At some point, Sarah Palin, speechmaker extraordinaire, finds her own words.

Posted September 6, 2008 11:30 AM
The Swamp

by Mark Silva

Not since Spiro Agnew took on the "nattering nabobs of negativism'' has a presidential running mate stood so ready to wage a media war.

Sarah Palin, with her shots across the bow of the mainstream media in her hugely popular acceptance speech in St. Paul this week, has opened a floodgate of media-bashing. At the same time, her initial reluctance to field questions from the media raises questions of how insular a vice presidential nominee can possibly remain

"I'm not a member of the permanent political establishment.,'' Palin told the delegates of the Republican National Convention and a national television audience of 37 milliion people -- just a notch behind the viewership that Republican John McCain and Barack Obama drew for their acceptance speeches. "And I've learned quickly these last few days that if you're not a member in good standing of the Washington elite, then some in the media consider a candidate unqualified for that reason alone.''

(Boo, reads the transcript).

"Now here's a little news flash,'' Palin added. "Here's a little news flash for those reporters and commentators: I'm not going to Washington to seek their good opinion. I'm going to Washington to serve the people of this great country.

(Cheers, applause, chanting, transcript reads.)

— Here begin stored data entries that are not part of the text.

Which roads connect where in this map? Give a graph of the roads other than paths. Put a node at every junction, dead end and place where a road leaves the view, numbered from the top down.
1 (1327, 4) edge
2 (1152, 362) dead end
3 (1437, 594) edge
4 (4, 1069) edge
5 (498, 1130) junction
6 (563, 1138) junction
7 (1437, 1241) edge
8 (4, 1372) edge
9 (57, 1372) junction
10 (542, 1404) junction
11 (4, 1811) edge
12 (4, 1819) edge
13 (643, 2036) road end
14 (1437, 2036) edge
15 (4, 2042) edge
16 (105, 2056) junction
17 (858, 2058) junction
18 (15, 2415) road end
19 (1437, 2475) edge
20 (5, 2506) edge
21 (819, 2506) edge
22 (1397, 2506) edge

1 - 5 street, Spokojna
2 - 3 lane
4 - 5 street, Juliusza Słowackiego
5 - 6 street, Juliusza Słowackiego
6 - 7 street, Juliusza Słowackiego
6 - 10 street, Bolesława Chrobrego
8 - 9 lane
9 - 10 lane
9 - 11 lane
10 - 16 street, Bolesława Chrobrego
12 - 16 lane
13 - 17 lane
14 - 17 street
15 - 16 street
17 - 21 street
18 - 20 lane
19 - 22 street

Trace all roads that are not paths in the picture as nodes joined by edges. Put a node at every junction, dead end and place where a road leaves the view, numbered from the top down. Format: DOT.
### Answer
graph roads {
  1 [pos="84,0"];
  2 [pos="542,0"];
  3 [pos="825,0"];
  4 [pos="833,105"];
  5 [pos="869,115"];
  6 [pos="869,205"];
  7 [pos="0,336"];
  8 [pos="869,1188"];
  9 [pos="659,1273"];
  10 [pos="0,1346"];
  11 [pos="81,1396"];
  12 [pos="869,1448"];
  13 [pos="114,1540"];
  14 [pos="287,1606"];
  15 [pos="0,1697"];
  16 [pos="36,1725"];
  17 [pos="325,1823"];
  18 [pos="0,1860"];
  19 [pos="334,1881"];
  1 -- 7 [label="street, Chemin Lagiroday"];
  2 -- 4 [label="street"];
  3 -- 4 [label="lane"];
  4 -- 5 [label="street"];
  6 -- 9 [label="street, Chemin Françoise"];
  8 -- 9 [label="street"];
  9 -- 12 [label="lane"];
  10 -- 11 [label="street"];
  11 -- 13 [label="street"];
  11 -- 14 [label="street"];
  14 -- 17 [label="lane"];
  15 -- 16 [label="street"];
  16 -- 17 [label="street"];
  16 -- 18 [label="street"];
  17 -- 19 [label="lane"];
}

"Americans expect us to go to Washington for the right reason,'' Palin said, "and not just to mingle with the right people.''

Now, it's not so much a question of mingling with the media powers as it is answering their questions. On this forum alone, we've seen comments today suggesting that nobody cares if Palin talks to the media. But it isn't the media to whom she is talking when she answers reporters' questions. It is the public whom she is addressing.

And we've seen before a candidate's fortunes sink when he couldn't answer the simplest of questions: When retired Gen. Wesley Clark, former European supreme allied commander, took to the presidential campaign trail in 2004, he was foiled by a few reporters asking him what he would have done on the use of military force in iraq.

Game over.

At some point, certainly, Palin will answer reporters' questions, and the public will be the better-informed for it.

In the meantime, a candidate can hide behind speechwriters, as Agnew was doing when he addressed the California Republican state convention in San Diego in 1970. He said, "In the United States today, we have more than our share of the nattering nabobs of negativism. They have formed their own 4-H Club -- the 'hopeless, hysterical hypochondriacs of history.'"

The words came from a wordsmith, William Safire, later columnist for The New York Times, then a speechwriter for President Richard Nixon and Agnew.

Palin's words this week came from other wordsmiths, and she delivered them powerfully. Still, at some point, a candidate must find her own words.